Three candidates for the state seat of Buninyong, including the National Party, have declared their support for establishing a new park, but the Liberal candidate says there has been inadequate consultation and that the money Labor is promising to set it up is grossly inadequate.

If the park is built it will include picnic facilities, walking tracks and mountain trails over 629 hectares of crown land, about half of which used to be pine plantations.

A community event was held to launch the park at Mount Clear last Saturday, and was attended by state election candidates Geoff Howard MP (Labor), Tony Goodfellow (Greens) and Sonia Smith (Nationals), all of whom expressed their support.

In 2011 the company East Gippsland Logging handed the plantation land back to the state government. Trees and stumps have been removed leaving a large areas bare and at risk of erosion.

Since 2012 the Friends of the Canadian Corridor (FoCC) have been campaigning for the creation of the park to protect Ballarat’s eastern skyline from development and shelter local wildlife.

Victorian Labor Leader Daniel Andrews pledged $2 million last Friday to set it up and rehabilitate the land.

‘If Labor is elected they will protect all of this land for community use,’ Mr Howard told UniPollWatch on Saturday.

Liberal candidate Mr Ben Taylor was unable to attend the launch but told UniPollWatch that Labor’s announcement had ‘thrown me a bit’ because there had been no discussion about turning the land into a state park.

Mr Taylor said the park was a natural resource for the community but any proposed plans needed wider community consultation, a detailed strategy and an action plan to achieve the right vision.

Mr Taylor said Labor’s $2 million dollar promise was ‘a drop in the ocean’ given the work needed to restore and maintain the park.

‘I’m not going to do anything rash leading into the election,’ Mr Taylor said adding that neither the Ballarat council, Department of Environment and Primary Industries or the Country Fire Authority had been involved in the FoCC proposal.

‘Mount Clear is one of the 52 highest risk locations in the state so whatever goes there needs to be aware of the consequences of fire risk in the area,’ Mr Taylor said.

But the National Party’s Ms Smith told UniPollWatch that the park was a ‘green lung’ for the city. ‘I can’t make a funding announcement now but I intend to bring the National Party Leader Peter Ryan here in late October to have a community event so he can see what a great asset this park is.’

‘There are differences between the Greens Party and the National Party but I believe our similarities and our fundamental shared interests are greater than our differences and I would like to see an informal alliance based on those shared interests,’ Ms Smith said.

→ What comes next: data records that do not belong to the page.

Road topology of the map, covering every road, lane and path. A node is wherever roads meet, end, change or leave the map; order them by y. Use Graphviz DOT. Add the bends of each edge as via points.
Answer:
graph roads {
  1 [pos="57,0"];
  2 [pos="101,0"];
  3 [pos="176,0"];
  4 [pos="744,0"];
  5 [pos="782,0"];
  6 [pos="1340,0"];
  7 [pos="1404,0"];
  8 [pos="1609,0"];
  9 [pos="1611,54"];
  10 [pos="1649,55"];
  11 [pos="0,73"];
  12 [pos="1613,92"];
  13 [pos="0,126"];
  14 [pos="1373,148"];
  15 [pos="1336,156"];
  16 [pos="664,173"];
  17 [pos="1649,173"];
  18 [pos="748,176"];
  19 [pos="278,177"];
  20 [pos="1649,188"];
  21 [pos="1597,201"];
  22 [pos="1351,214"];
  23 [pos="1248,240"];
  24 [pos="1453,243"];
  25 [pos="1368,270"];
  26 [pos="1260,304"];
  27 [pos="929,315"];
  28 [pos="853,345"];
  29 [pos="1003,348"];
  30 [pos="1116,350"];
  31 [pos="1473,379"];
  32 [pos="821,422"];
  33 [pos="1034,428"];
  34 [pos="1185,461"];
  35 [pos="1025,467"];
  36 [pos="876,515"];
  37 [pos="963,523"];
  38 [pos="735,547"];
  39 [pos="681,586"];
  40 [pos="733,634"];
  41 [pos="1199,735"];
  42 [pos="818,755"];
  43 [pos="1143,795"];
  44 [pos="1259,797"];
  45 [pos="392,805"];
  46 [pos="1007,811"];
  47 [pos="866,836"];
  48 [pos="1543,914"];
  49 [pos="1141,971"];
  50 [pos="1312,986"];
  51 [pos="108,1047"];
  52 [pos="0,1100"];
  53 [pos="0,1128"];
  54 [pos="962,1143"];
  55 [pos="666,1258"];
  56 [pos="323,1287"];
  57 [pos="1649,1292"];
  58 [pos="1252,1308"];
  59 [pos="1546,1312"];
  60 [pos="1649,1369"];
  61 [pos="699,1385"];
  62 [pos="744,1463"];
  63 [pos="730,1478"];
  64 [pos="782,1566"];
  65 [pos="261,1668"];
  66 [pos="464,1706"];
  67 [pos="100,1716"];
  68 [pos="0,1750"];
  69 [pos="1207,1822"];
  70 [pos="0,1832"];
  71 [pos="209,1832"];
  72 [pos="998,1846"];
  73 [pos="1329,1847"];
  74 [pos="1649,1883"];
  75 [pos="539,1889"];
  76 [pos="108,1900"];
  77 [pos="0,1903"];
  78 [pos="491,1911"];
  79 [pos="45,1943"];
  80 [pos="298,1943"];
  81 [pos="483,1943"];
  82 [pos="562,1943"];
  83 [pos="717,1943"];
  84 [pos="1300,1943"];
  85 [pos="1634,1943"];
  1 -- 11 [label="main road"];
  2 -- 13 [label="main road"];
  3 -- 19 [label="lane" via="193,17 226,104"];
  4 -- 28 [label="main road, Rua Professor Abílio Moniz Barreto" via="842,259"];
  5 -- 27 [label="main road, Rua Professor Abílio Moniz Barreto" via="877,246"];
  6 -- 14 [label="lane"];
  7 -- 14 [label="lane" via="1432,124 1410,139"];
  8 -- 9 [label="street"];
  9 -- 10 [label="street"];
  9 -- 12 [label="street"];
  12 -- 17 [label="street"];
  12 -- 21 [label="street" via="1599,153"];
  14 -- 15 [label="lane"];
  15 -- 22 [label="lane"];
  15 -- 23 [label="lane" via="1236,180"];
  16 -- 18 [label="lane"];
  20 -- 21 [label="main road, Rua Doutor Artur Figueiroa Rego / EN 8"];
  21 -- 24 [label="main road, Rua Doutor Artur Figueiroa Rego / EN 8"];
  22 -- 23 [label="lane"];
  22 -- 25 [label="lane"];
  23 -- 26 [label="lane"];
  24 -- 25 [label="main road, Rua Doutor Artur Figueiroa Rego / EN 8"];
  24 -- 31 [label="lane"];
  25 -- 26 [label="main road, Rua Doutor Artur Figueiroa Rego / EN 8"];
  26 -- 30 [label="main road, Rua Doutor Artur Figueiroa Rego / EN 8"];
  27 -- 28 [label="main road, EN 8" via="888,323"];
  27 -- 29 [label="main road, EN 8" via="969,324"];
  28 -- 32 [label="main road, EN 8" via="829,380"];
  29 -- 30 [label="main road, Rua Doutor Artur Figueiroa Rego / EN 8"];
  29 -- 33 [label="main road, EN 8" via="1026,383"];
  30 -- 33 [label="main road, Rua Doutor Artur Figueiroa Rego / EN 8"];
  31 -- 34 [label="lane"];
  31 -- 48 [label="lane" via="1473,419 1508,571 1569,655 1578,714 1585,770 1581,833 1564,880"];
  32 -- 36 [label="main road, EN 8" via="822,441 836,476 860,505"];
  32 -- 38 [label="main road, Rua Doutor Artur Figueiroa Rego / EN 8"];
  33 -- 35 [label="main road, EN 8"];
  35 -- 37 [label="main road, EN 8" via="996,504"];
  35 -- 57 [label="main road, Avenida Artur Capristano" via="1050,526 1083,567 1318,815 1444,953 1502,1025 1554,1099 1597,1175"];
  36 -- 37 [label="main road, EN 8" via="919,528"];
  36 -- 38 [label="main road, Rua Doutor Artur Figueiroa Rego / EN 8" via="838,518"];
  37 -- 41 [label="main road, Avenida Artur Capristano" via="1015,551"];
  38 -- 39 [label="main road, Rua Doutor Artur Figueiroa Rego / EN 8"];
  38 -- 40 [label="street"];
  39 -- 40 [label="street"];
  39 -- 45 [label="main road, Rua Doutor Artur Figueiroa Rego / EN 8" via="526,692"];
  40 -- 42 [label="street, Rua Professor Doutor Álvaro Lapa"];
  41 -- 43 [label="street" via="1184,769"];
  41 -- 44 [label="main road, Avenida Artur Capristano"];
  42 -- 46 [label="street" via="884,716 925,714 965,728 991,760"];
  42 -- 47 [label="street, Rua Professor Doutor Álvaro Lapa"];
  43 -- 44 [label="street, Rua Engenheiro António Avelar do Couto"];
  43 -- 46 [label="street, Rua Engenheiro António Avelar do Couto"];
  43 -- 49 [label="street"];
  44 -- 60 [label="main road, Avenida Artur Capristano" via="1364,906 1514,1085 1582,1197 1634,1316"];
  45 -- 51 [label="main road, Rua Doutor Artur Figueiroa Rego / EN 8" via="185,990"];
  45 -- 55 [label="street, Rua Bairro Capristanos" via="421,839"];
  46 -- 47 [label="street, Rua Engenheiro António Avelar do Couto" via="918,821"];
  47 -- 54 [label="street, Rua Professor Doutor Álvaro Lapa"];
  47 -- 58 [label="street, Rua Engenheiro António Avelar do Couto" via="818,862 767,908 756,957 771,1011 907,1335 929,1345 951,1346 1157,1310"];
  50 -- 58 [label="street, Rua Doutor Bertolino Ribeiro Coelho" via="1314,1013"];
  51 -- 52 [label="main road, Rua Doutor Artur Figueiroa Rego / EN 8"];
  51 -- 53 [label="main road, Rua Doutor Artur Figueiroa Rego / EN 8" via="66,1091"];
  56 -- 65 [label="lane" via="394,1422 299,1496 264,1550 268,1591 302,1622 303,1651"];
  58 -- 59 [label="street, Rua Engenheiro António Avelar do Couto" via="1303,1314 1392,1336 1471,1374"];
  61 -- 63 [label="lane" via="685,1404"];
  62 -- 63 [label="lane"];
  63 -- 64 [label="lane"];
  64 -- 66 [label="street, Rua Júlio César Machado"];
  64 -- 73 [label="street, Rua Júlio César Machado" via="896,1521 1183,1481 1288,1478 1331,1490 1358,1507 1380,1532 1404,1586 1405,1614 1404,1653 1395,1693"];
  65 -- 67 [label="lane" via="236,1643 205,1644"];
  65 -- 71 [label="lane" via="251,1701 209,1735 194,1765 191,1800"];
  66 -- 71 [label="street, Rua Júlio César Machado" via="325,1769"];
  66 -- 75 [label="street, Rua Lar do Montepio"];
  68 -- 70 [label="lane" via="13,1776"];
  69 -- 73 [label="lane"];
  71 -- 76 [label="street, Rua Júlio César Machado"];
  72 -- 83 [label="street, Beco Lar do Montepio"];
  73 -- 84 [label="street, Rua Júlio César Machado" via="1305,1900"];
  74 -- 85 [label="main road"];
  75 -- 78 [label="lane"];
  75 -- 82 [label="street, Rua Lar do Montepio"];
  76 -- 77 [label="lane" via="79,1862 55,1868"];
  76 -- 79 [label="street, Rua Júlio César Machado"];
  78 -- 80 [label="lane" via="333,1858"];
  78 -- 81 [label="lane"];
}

FoCC spokesman Mr Bob Hartmann told UniPollWatch that 40 community groups had united to make the proposal possible. ‘I’m staggered and pleased by Labors commitment to the park.  It’s a start, it will get the planning up and running and some of the work started,’ Mr Hartmann said.

‘This park will take generations to rebuild.  We will need ongoing support from the DEPI to maintain the park,’ Mr Hartmann said.

‘We hope all the candidates will come on board; we’re having discussions with them now.  We want this to be a bipartisan project for Ballarat,’ he said.

Greens candidate Mr Goodfellow told UniPollWatch said the area was a valuable green corridor, and the development of the park would help tourism and jobs, as well as encouraging healthy living.

Mr Bryon Powell of the Wadawurrung people conducted a traditional smoking ceremony prior to the launch of the community proposal.

‘You need to think about the environment and the land. The bush is a magical thing to hear and it is a place we collectively have to look after,’ Mr Powell said.

A number of locals at the launch expressed support for the proposal and said that at the moment there was ‘terrible’ rubbish dumping happening in the area.